Le 24/08/2011 02:46, Terry Reedy a écrit :
On 8/23/2011 9:21 AM, Victor Stinner wrote:
Le 23/08/2011 15:06, "Martin v. Löwis" a écrit :
Well, things have to be done in order: 1. the PEP needs to be approved 2. the performance bottlenecks need to be identified 3. optimizations should be applied.
I would not vote for the PEP if it slows down Python, especially if it's much slower. But Torsten says that it speeds up Python, which is surprising. I have to do my own benchmarks :-)
The current UCS2 Unicode string implementation, by design, quickly gives WRONG answers for len(), iteration, indexing, and slicing if a string contains any non-BMP (surrogate pair) Unicode characters. That may have been excusable when there essentially were no such extended chars, and the few there were were almost never used. But now there are many more, with more being added to each Unicode edition. They include cursive Math letters that are used in English documents today.
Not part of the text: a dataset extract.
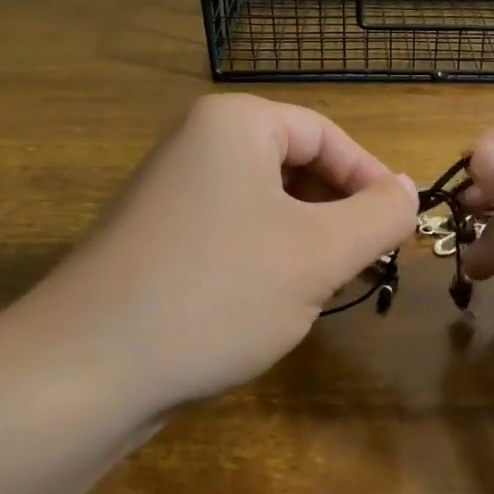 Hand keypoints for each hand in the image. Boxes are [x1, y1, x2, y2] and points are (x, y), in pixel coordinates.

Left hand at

The problem will slowly get worse and Python, at least on Windows, will become a language to avoid for dependable Unicode document processing. 3.x needs a proper Unicode implementation that works for all strings on all builds.
I don't think that using UTF-16 with surrogate pairs is really a big problem. A lot of work has been done to hide this. For example, repr(chr(0x10ffff)) now displays '\U0010ffff' instead of two characters. Ezio fixed recently str.is*() methods in Python 3.2+. For len(str): its a known problem, but if you really care of the number of *character* and not the number of UTF-16 units, it's easy to implement your own character_length() function. len(str) gives the UTF-16 units instead of the number of character for a simple reason: it's faster: O(1), whereas character_length() is O(n).
utf16.py, attached to http://bugs.python.org/issue12729 prototypes a different solution than the PEP for the above problems for the 'mostly BMP' case. I will discuss it in a different post.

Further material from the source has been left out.